Ekspresi INeedAHotGF melunak, naluri pelindungnya muncul. Dia menggelengkan kepalanya dengan keras. “Kau lebih dari cukup baik. Kaulah alasan mengapa banyak dari kami terus berjuang. Tanpa dirimu, kelompok ini akan hancur. Jangan biarkan beberapa kemunduran membuatmu ragu pada diri sendiri.”

Sophia membiarkan setetes air mata mengalir, membiarkannya perlahan menyusuri pipinya, tahu bahwa itu akan membangkitkan respons yang dibutuhkannya. Dia menatap INeedAHotGF dengan mata yang dipenuhi campuran kerentanan dan kesedihan yang dipersiapkan dengan cermat. “Aku tidak tahu apa yang akan kulakukan tanpamu,” bisiknya, suaranya sedikit bergetar agar terdengar tulus. “Kau adalah salah satu dari sedikit orang yang benar-benar percaya padaku.”

Maksudku… Elio bahkan tidak mempercayaiku lagi,” tambahnya, nada suaranya menjadi lebih lembut dan sedih.

Penyebutan nama Elio adalah langkah yang diperhitungkan. Sophia tahu bagaimana memainkan kartunya, dan ini adalah salah satu yang dia harapkan akan tepat sasaran. Elio pernah menjadi sekutunya, seseorang yang mendukung keputusannya, tetapi hubungan mereka telah hancur berantakan. Dengan menyebut namanya dalam percakapan, dia secara halus mengingatkan INeedAHotGF tentang betapa banyak yang telah hilang darinya, dan betapa dia membutuhkan seseorang untuk berada di sisinya.

Ekspresi INeedAHotGF berubah muram mendengar kata-katanya, secercah kemarahan melintas di wajahnya. “Elio tidak tahu apa yang dia bicarakan,” katanya tegas, suaranya penuh frustrasi. “Dia terlalu sibuk mencoba menjadi pemimpin yang sempurna sehingga dia lupa betapa pentingnya dirimu bagi tim. Jika dia tidak bisa melihat itu, maka itu masalahnya, bukan masalahmu.”

Sophia menghela napas kecil dan gemetar, seolah beban semua ini terlalu berat untuk ditanggung. “Ini menyakitkan, kau tahu?

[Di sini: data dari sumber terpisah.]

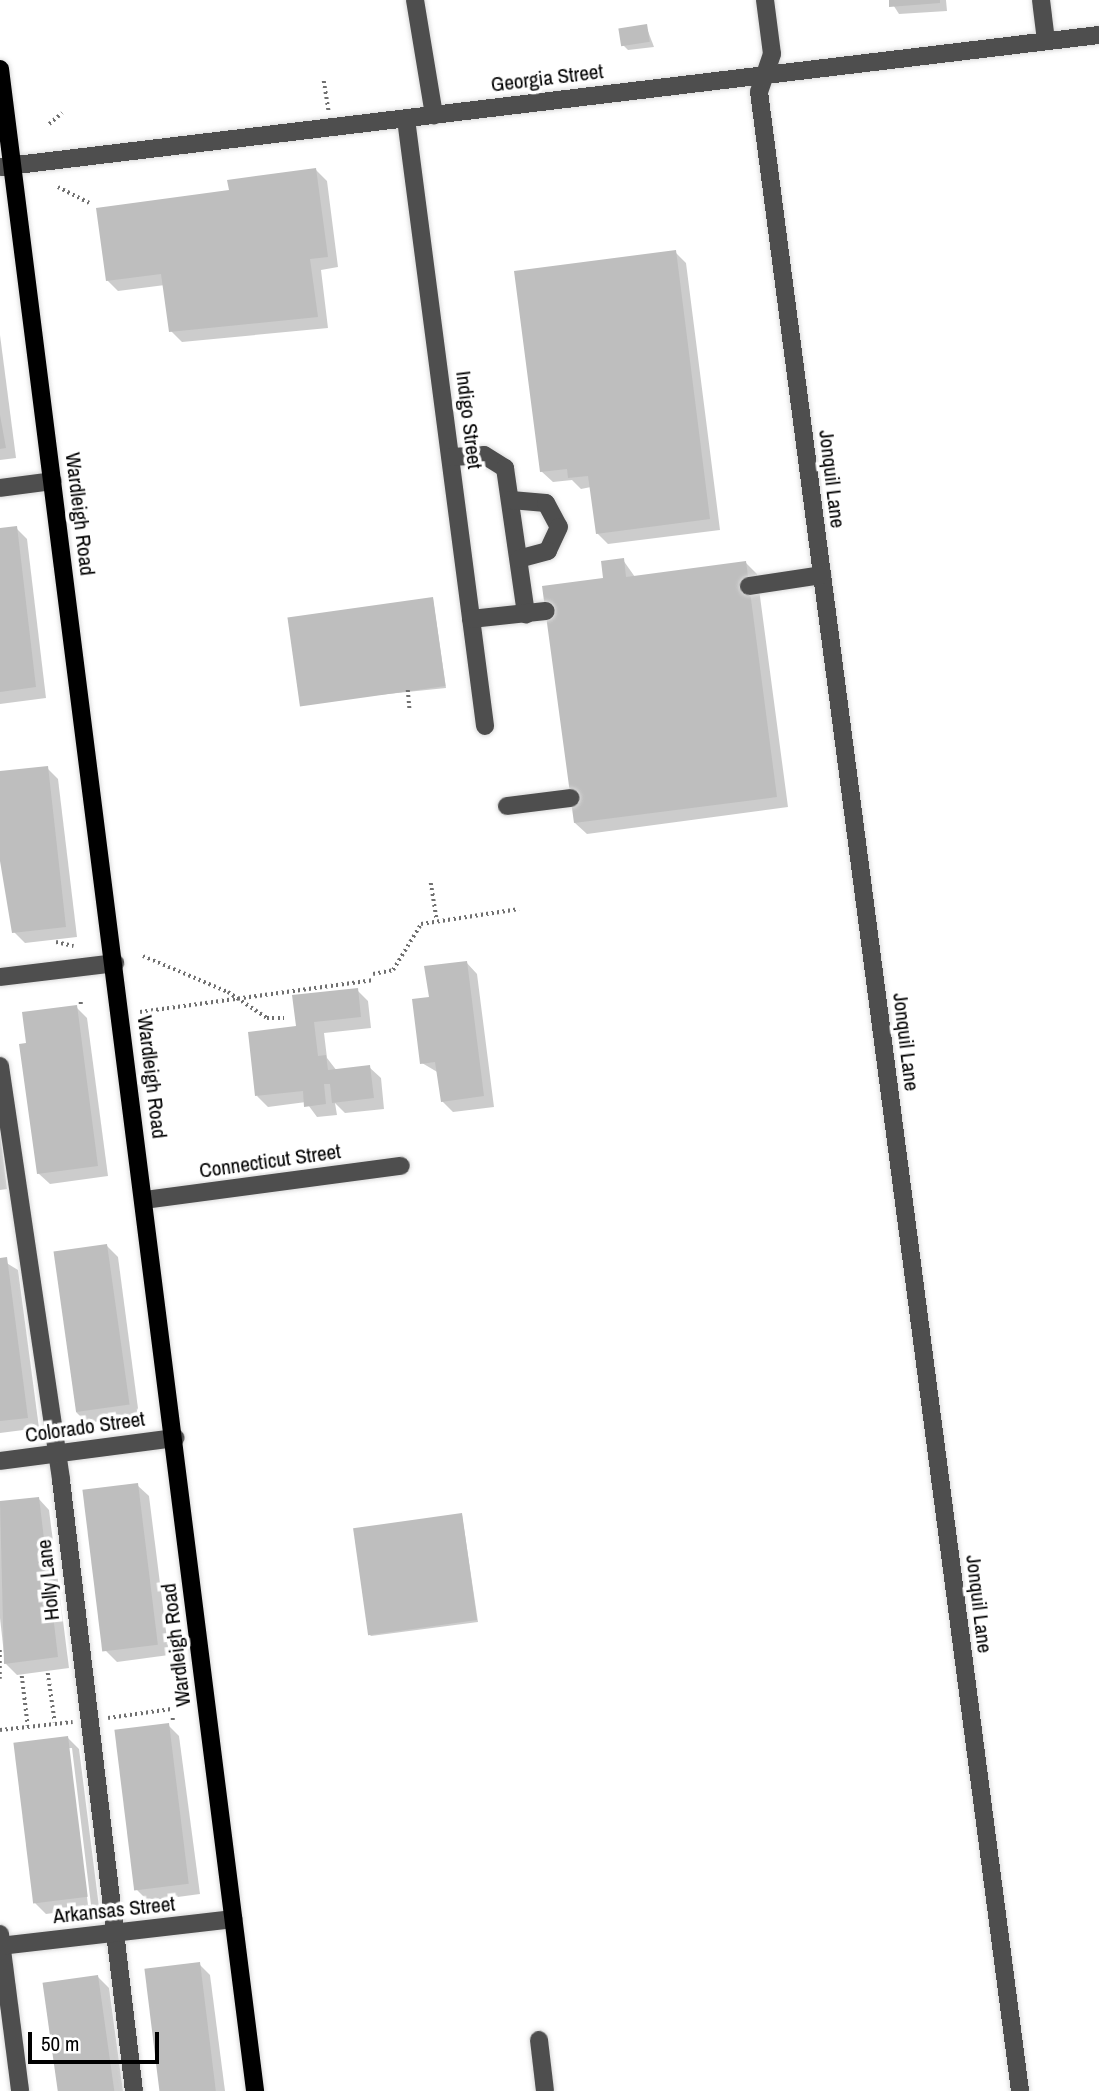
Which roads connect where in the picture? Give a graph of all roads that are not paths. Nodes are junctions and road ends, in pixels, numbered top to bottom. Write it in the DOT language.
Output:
graph roads {
  1 [pos="415,0"];
  2 [pos="765,0"];
  3 [pos="1041,0"];
  4 [pos="1099,35"];
  5 [pos="1046,41"];
  6 [pos="0,69"];
  7 [pos="764,75"];
  8 [pos="434,115"];
  9 [pos="406,119"];
  10 [pos="6,166"];
  11 [pos="451,457"];
  12 [pos="53,481"];
  13 [pos="0,488"];
  14 [pos="511,500"];
  15 [pos="519,559"];
  16 [pos="822,575"];
  17 [pos="749,586"];
  18 [pos="546,611"];
  19 [pos="526,614"];
  20 [pos="471,620"];
  21 [pos="485,726"];
  22 [pos="570,798"];
  23 [pos="507,806"];
  24 [pos="115,963"];
  25 [pos="0,977"];
  26 [pos="0,1066"];
  27 [pos="401,1166"];
  28 [pos="145,1200"];
  29 [pos="175,1438"];
  30 [pos="57,1454"];
  31 [pos="0,1461"];
  32 [pos="233,1919"];
  33 [pos="116,1934"];
  34 [pos="0,1942"];
  35 [pos="539,2040"];
  36 [pos="20,2091"];
  37 [pos="134,2091"];
  38 [pos="255,2091"];
  39 [pos="545,2091"];
  40 [pos="1020,2091"];
  1 -- 8 [label="street"];
  2 -- 7 [label="street, Jonquil Lane"];
  3 -- 5 [label="street"];
  4 -- 5 [label="street, Georgia Street"];
  5 -- 7 [label="street, Georgia Street"];
  6 -- 10 [label="main road, Wardleigh Road"];
  7 -- 8 [label="street, Georgia Street"];
  7 -- 16 [label="street, Jonquil Lane"];
  8 -- 9 [label="street, Georgia Street"];
  9 -- 10 [label="street, Georgia Street"];
  9 -- 11 [label="street, Indigo Street"];
  10 -- 12 [label="main road, Wardleigh Road"];
  11 -- 14 [label="street"];
  11 -- 20 [label="street, Indigo Street"];
  12 -- 13 [label="street"];
  12 -- 24 [label="main road, Wardleigh Road"];
  14 -- 15 [label="street"];
  14 -- 15 [label="street"];
  15 -- 19 [label="street"];
  16 -- 17 [label="street"];
  16 -- 40 [label="street, Jonquil Lane"];
  18 -- 19 [label="street"];
  19 -- 20 [label="street"];
  20 -- 21 [label="street, Indigo Street"];
  22 -- 23 [label="street"];
  24 -- 25 [label="street"];
  24 -- 28 [label="main road, Wardleigh Road"];
  26 -- 30 [label="street, Holly Lane"];
  27 -- 28 [label="street, Connecticut Street"];
  28 -- 29 [label="main road, Wardleigh Road"];
  29 -- 30 [label="street, Colorado Street"];
  29 -- 32 [label="main road, Wardleigh Road"];
  30 -- 31 [label="street, Colorado Street"];
  30 -- 33 [label="street, Holly Lane"];
  32 -- 33 [label="street, Arkansas Street"];
  32 -- 38 [label="main road, Wardleigh Road"];
  33 -- 34 [label="street, Arkansas Street"];
  33 -- 37 [label="street, Holly Lane"];
  34 -- 36 [label="street"];
  35 -- 39 [label="street"];
}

Memikirkan bahwa seseorang yang kuanggap teman, seseorang yang kupercaya, bisa berbalik melawanku seperti itu. Aku selalu berusaha melakukan yang terbaik untuk kelompok, tapi sekarang… aku tidak yakin siapa yang bisa kuandalkan.”

INeedAHotGF menggelengkan kepalanya, melangkah lebih dekat ke arahnya, tangannya dengan lembut menyeka air mata di pipinya. “Kau bisa mengandalkanku,” katanya dengan nada tenang namun penuh intensitas. “Aku akan selalu mendukungmu, Sophia. Kau tidak harus melakukan ini sendirian.”

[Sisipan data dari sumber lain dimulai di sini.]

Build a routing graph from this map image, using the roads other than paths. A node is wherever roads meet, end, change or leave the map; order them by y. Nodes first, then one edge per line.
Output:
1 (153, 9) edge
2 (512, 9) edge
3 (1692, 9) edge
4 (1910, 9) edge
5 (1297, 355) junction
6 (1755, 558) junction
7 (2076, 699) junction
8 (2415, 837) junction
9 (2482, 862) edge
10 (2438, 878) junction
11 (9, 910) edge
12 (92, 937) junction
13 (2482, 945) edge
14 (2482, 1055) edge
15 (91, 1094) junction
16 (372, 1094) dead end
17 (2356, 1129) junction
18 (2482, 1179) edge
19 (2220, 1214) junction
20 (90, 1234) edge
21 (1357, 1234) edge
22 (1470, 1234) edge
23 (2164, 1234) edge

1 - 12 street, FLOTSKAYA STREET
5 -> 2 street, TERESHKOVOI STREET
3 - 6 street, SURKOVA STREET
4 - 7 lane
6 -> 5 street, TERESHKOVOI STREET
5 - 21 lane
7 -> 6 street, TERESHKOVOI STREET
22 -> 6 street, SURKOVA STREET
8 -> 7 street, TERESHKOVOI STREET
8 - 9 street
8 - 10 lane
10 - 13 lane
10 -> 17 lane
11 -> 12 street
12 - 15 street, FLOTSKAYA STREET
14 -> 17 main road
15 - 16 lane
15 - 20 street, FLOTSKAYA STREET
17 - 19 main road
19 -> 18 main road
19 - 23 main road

Dia mendongak menatapnya, matanya lebar, berkaca-kaca menahan air mata. “Tapi bagaimana jika mereka semua berbalik melawanku? Bagaimana jika Elio meyakinkan yang lain bahwa aku tidak layak dipercaya? Aku tidak ingin kehilangan semua yang telah kubangun dengan susah payah.”

Dia mengerutkan kening, naluri pelindungnya semakin membara. “Mereka tidak akan bisa. Aku tidak akan membiarkan mereka. Dan bahkan jika mereka mencoba, aku akan selalu ada di sisimu, di setiap langkah. Kau tidak akan kehilangan apa pun, karena aku tidak akan membiarkan itu terjadi.”

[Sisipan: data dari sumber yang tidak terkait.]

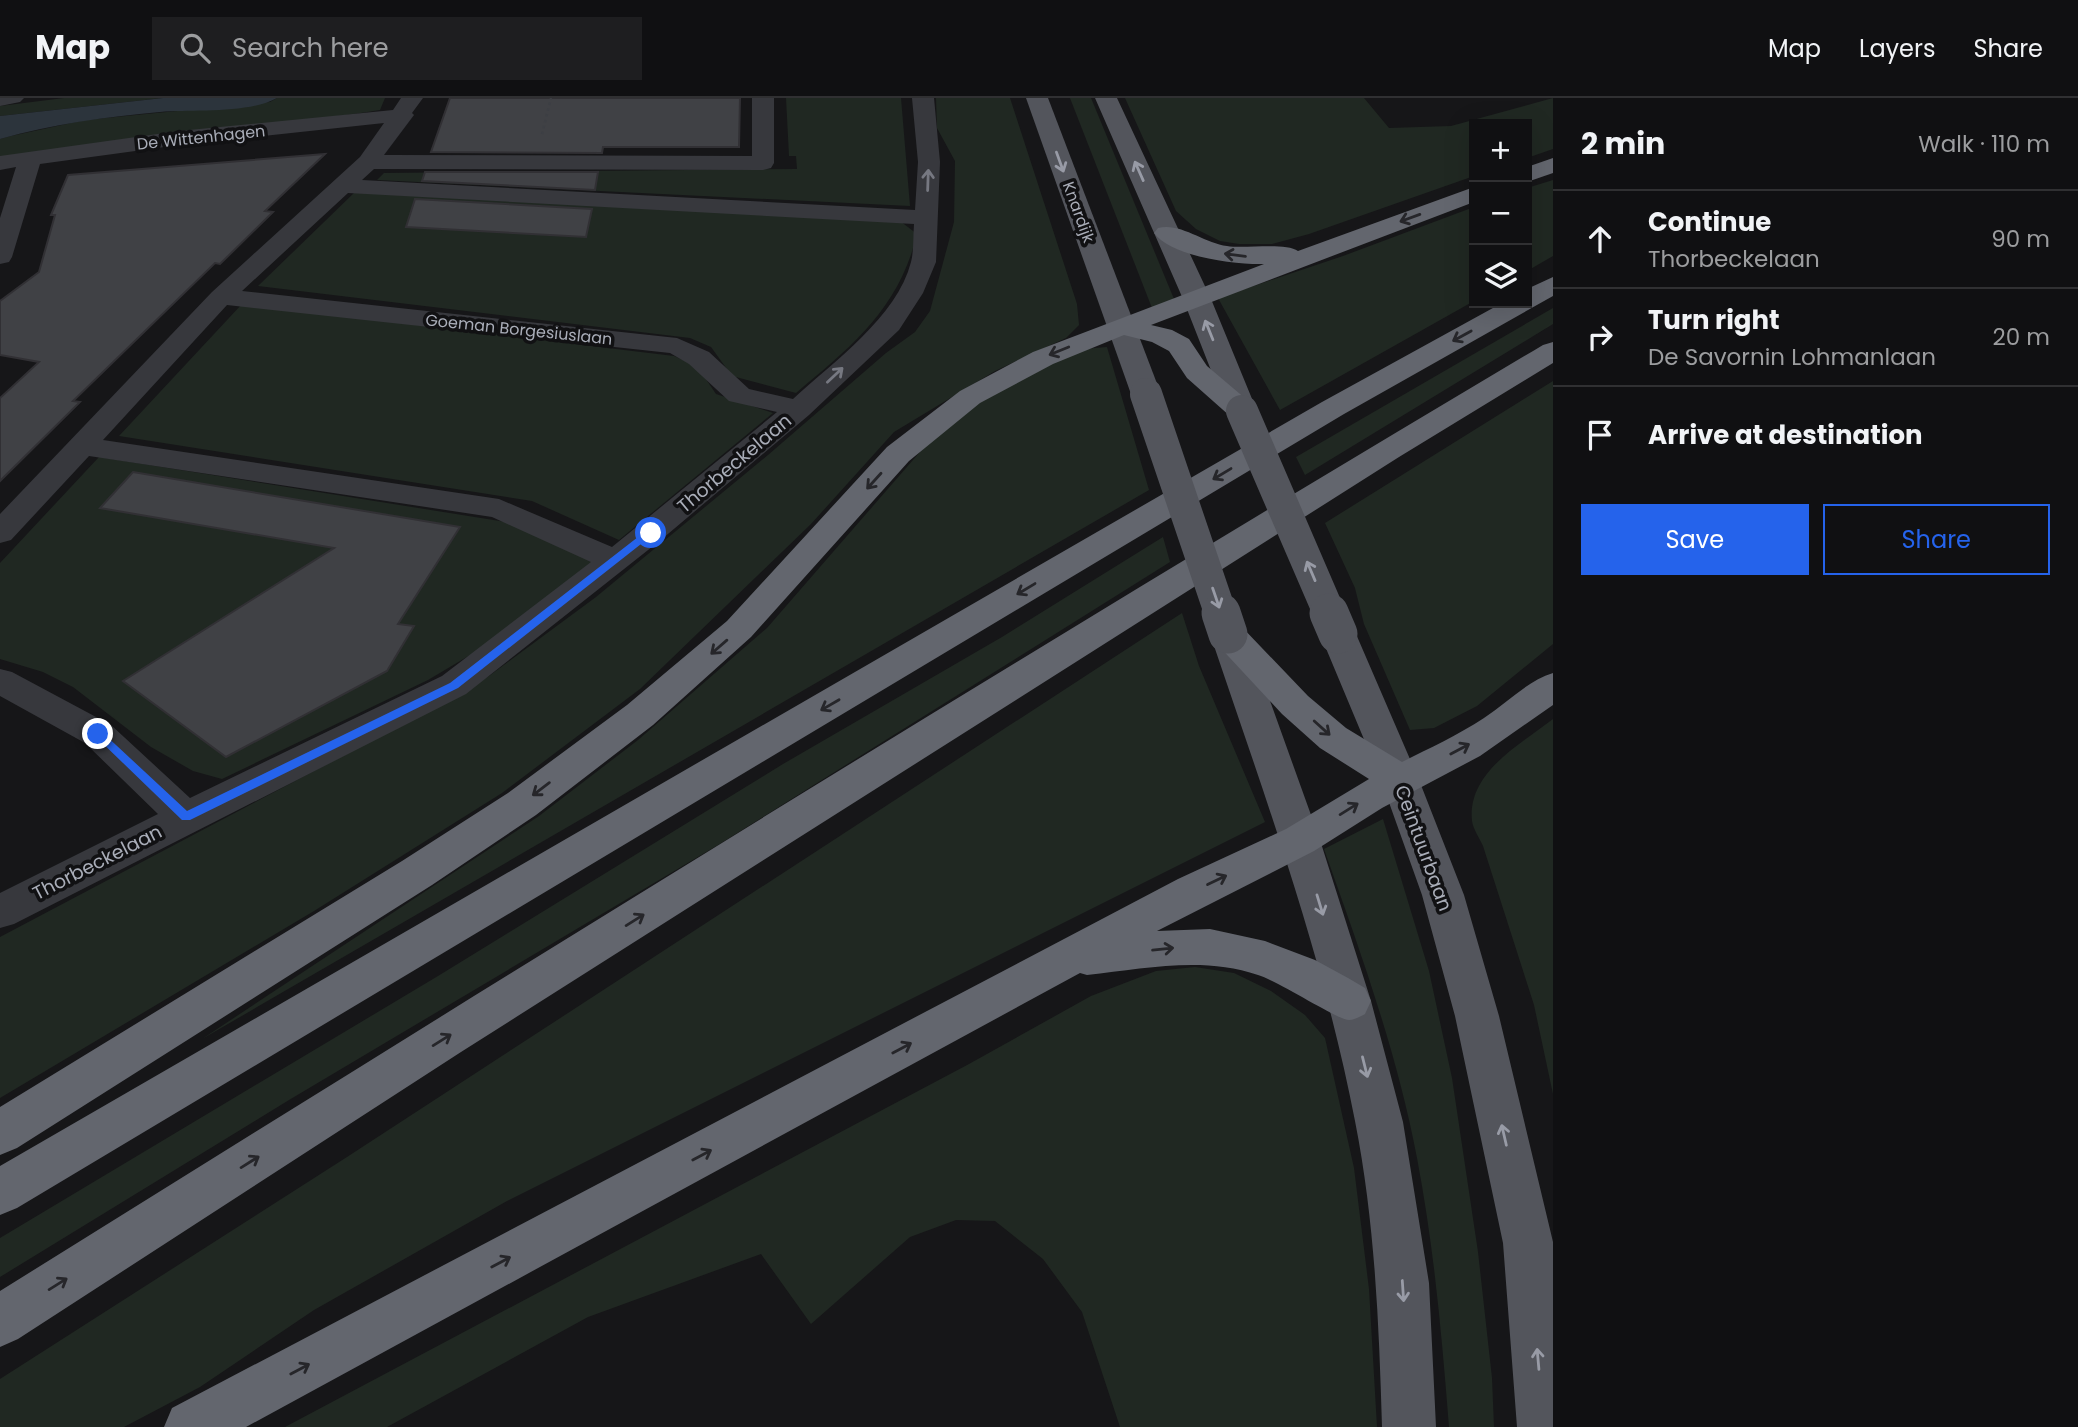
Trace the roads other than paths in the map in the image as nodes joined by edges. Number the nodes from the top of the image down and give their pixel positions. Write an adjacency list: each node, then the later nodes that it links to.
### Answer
1 (13, 98): 6 (street)
2 (763, 98): 9 (street)
3 (923, 98): 15 (street, Thorbeckelaan, one-way to 3)
4 (1037, 98): 24 (main road, Knardijk, one-way to 24)
5 (1106, 98): 16 (main road, one-way to 5)
6 (0, 100)
7 (407, 106): 8 (street, De Wittenhagen); 9 (street)
8 (32, 158): 10 (street, De Wittenhagen); 18 (street)
9 (368, 162): 13 (street)
10 (0, 163)
11 (1553, 165): 12 (highway)
12 (1532, 173)
13 (342, 186): 15 (street); 20 (street)
14 (1469, 196): 17 (highway, one-way to 17)
15 (927, 218): 27 (street, Thorbeckelaan, one-way to 15)
16 (1167, 233): 17 (highway, one-way to 16); 22 (main road)
17 (1327, 249): 22 (highway)
18 (0, 257)
19 (1553, 285): 21 (highway)
20 (221, 297): 27 (street, Goeman Borgesiuslaan); 29 (street)
21 (1532, 297)
22 (1197, 299): 24 (highway); 26 (main road, one-way to 22)
23 (1512, 308): 42 (highway, one-way to 42)
24 (1122, 326): 26 (highway); 34 (main road, one-way to 34, bridge); 41 (highway, one-way to 41)
25 (1553, 351): 43 (highway, one-way to 25)
26 (1209, 366): 28 (highway)
27 (799, 409): 31 (street, Thorbeckelaan)
28 (1242, 411): 35 (main road, Ceintuurbaan, one-way to 28, bridge)
29 (82, 446): 30 (street); 31 (street)
30 (0, 533)
31 (614, 560): 36 (street, Thorbeckelaan)
32 (0, 681): 36 (street)
33 (1553, 686): 35 (highway, one-way to 33)
34 (1261, 689): 35 (highway, one-way to 35); 37 (main road)
35 (1399, 780): 37 (highway, one-way to 35); 46 (main road, Ceintuurbaan, one-way to 35)
36 (186, 817): 38 (street, Thorbeckelaan)
37 (1300, 840): 39 (highway, one-way to 37); 40 (main road, one-way to 40)
38 (0, 912)
39 (1071, 958): 40 (highway, one-way to 40); 44 (highway, one-way to 39)
40 (1349, 1001): 45 (main road, one-way to 45)
41 (0, 1133)
42 (0, 1192)
43 (0, 1321)
44 (191, 1427)
45 (1409, 1427)
46 (1544, 1427)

Kata-katanya persis seperti yang Sophia butuhkan, persis seperti yang dia harapkan darinya. INeedAHotGF tulus dalam kesetiaannya, dan Sophia bisa melihat tekad di matanya. Dia akan membela Sophia, melindunginya, dan yang terpenting, mendukung keputusannya tanpa ragu.

Dia mengulurkan tangan dan meletakkan tangannya di atas tangan pria itu, yang masih berada di pipinya. “Kau tidak tahu betapa berartinya itu bagiku,” katanya, suaranya tercekat karena emosi. “Kau satu-satunya yang bisa kupercaya saat ini. Mengetahui kau bersamaku… itu membuat semua ini sedikit lebih mudah untuk kutanggung.”

Dia mengangguk, ekspresinya melembut menjadi senyum yang menenangkan. “Kita adalah sebuah tim. Kau dan aku, kita akan melewati ini bersama. Jangan biarkan siapa pun membuatmu ragu pada diri sendiri. Kau lebih kuat dari yang kau kira, dan kau tidak sendirian.”

Sophia tersenyum di tengah air matanya, hatinya dipenuhi kepuasan. Dia telah mendapatkan pria itu tepat di tempat yang diinginkannya, sepenuhnya berkomitmen dan siap berdiri di sisinya apa pun yang terjadi.

Di dekat mereka, Liam dan Darren duduk berdampingan, punggung mereka bersandar pada dinding yang kokoh sambil menyesap ramuan mereka. Adegan antara Sophia dan INeedAHotGF tidak mungkin diabaikan, dan itu meninggalkan rasa pahit di mulut mereka. Darren meneguk ramuannya dalam-dalam, cairan itu terasa dingin di tenggorokannya, tetapi itu tidak menghilangkan rasa kesal yang dirasakannya.